§ **Assignment**: Write out the whole listing again so that each line matches the original.

§ **Input material**:
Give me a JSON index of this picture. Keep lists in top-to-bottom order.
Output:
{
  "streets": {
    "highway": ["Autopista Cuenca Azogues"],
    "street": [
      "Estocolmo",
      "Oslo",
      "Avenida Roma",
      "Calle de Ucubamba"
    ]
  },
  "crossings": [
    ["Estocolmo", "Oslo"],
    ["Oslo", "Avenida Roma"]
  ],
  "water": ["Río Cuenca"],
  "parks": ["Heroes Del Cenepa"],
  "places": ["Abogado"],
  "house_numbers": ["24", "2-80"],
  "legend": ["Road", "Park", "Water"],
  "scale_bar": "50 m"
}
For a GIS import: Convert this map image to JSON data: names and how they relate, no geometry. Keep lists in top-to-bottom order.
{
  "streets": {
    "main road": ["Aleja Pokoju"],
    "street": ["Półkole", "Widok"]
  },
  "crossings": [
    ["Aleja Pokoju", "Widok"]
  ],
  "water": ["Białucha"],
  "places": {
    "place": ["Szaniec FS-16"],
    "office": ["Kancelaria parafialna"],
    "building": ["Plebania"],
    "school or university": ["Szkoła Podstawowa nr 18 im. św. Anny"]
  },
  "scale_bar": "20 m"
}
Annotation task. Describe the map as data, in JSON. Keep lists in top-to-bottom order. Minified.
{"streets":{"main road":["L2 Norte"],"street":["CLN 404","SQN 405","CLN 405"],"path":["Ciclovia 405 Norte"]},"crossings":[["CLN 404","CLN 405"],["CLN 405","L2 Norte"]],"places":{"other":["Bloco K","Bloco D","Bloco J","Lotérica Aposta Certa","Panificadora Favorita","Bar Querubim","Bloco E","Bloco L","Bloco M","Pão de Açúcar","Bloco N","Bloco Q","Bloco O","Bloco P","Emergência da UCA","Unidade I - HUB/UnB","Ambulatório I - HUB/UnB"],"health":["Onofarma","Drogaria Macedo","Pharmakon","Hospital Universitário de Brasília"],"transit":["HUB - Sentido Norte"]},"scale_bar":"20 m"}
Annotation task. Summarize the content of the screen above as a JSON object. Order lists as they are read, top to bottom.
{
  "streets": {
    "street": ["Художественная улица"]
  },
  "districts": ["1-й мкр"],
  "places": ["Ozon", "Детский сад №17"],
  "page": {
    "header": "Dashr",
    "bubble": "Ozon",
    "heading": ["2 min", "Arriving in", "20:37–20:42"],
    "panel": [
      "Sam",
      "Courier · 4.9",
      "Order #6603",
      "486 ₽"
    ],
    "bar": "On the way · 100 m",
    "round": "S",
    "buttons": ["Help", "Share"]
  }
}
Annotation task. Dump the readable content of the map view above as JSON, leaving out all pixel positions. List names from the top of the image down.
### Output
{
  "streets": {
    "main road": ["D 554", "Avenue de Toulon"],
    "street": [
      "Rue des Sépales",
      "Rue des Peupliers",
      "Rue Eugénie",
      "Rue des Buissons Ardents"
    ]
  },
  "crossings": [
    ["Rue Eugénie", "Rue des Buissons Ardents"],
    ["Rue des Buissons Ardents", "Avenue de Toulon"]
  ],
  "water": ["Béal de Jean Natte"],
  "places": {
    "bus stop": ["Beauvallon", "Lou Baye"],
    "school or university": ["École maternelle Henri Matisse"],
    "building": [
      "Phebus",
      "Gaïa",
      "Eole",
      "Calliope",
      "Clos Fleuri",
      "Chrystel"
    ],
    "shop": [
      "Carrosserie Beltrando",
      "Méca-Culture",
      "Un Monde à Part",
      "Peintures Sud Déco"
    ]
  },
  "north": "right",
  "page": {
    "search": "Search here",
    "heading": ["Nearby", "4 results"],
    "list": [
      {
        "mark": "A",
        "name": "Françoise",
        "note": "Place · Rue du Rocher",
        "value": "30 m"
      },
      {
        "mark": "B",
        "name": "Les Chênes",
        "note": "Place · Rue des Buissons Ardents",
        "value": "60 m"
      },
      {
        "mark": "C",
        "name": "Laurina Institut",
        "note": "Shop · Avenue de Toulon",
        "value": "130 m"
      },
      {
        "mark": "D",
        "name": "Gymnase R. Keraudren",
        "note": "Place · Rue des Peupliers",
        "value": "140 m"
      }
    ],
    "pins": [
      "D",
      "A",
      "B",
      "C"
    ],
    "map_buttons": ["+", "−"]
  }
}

§ **Expected answer**:
Give me a JSON index of this picture. Keep lists in top-to-bottom order.
Output:
{
  "streets": {
    "highway": ["Autopista Cuenca Azogues"],
    "street": [
      "Estocolmo",
      "Oslo",
      "Avenida Roma",
      "Calle de Ucubamba"
    ]
  },
  "crossings": [
    ["Estocolmo", "Oslo"],
    ["Oslo", "Avenida Roma"]
  ],
  "water": ["Río Cuenca"],
  "parks": ["Heroes Del Cenepa"],
  "places": ["Abogado"],
  "house_numbers": ["24", "2-80"],
  "legend": ["Road", "Park", "Water"],
  "scale_bar": "50 m"
}
For a GIS import: Convert this map image to JSON data: names and how they relate, no geometry. Keep lists in top-to-bottom order.
{
  "streets": {
    "main road": ["Aleja Pokoju"],
    "street": ["Półkole", "Widok"]
  },
  "crossings": [
    ["Aleja Pokoju", "Widok"]
  ],
  "water": ["Białucha"],
  "places": {
    "place": ["Szaniec FS-16"],
    "office": ["Kancelaria parafialna"],
    "building": ["Plebania"],
    "school or university": ["Szkoła Podstawowa nr 18 im. św. Anny"]
  },
  "scale_bar": "20 m"
}
Annotation task. Describe the map as data, in JSON. Keep lists in top-to-bottom order. Minified.
{"streets":{"main road":["L2 Norte"],"street":["CLN 404","SQN 405","CLN 405"],"path":["Ciclovia 405 Norte"]},"crossings":[["CLN 404","CLN 405"],["CLN 405","L2 Norte"]],"places":{"other":["Bloco K","Bloco D","Bloco J","Lotérica Aposta Certa","Panificadora Favorita","Bar Querubim","Bloco E","Bloco L","Bloco M","Pão de Açúcar","Bloco N","Bloco Q","Bloco O","Bloco P","Emergência da UCA","Unidade I - HUB/UnB","Ambulatório I - HUB/UnB"],"health":["Onofarma","Drogaria Macedo","Pharmakon","Hospital Universitário de Brasília"],"transit":["HUB - Sentido Norte"]},"scale_bar":"20 m"}
Annotation task. Summarize the content of the screen above as a JSON object. Order lists as they are read, top to bottom.
{
  "streets": {
    "street": ["Художественная улица"]
  },
  "districts": ["1-й мкр"],
  "places": ["Ozon", "Детский сад №17"],
  "page": {
    "header": "Dashr",
    "bubble": "Ozon",
    "heading": ["2 min", "Arriving in", "20:37–20:42"],
    "panel": [
      "Sam",
      "Courier · 4.9",
      "Order #6603",
      "486 ₽"
    ],
    "bar": "On the way · 100 m",
    "round": "S",
    "buttons": ["Help", "Share"]
  }
}
Annotation task. Dump the readable content of the map view above as JSON, leaving out all pixel positions. List names from the top of the image down.
### Output
{
  "streets": {
    "main road": ["D 554", "Avenue de Toulon"],
    "street": [
      "Rue des Sépales",
      "Rue des Peupliers",
      "Rue Eugénie",
      "Rue des Buissons Ardents"
    ]
  },
  "crossings": [
    ["Rue Eugénie", "Rue des Buissons Ardents"],
    ["Rue des Buissons Ardents", "Avenue de Toulon"]
  ],
  "water": ["Béal de Jean Natte"],
  "places": {
    "bus stop": ["Beauvallon", "Lou Baye"],
    "school or university": ["École maternelle Henri Matisse"],
    "building": [
      "Phebus",
      "Gaïa",
      "Eole",
      "Calliope",
      "Clos Fleuri",
      "Chrystel"
    ],
    "shop": [
      "Carrosserie Beltrando",
      "Méca-Culture",
      "Un Monde à Part",
      "Peintures Sud Déco"
    ]
  },
  "north": "right",
  "page": {
    "search": "Search here",
    "heading": ["Nearby", "4 results"],
    "list": [
      {
        "mark": "A",
        "name": "Françoise",
        "note": "Place · Rue du Rocher",
        "value": "30 m"
      },
      {
        "mark": "B",
        "name": "Les Chênes",
        "note": "Place · Rue des Buissons Ardents",
        "value": "60 m"
      },
      {
        "mark": "C",
        "name": "Laurina Institut",
        "note": "Shop · Avenue de Toulon",
        "value": "130 m"
      },
      {
        "mark": "D",
        "name": "Gymnase R. Keraudren",
        "note": "Place · Rue des Peupliers",
        "value": "140 m"
      }
    ],
    "pins": [
      "D",
      "A",
      "B",
      "C"
    ],
    "map_buttons": ["+", "−"]
  }
}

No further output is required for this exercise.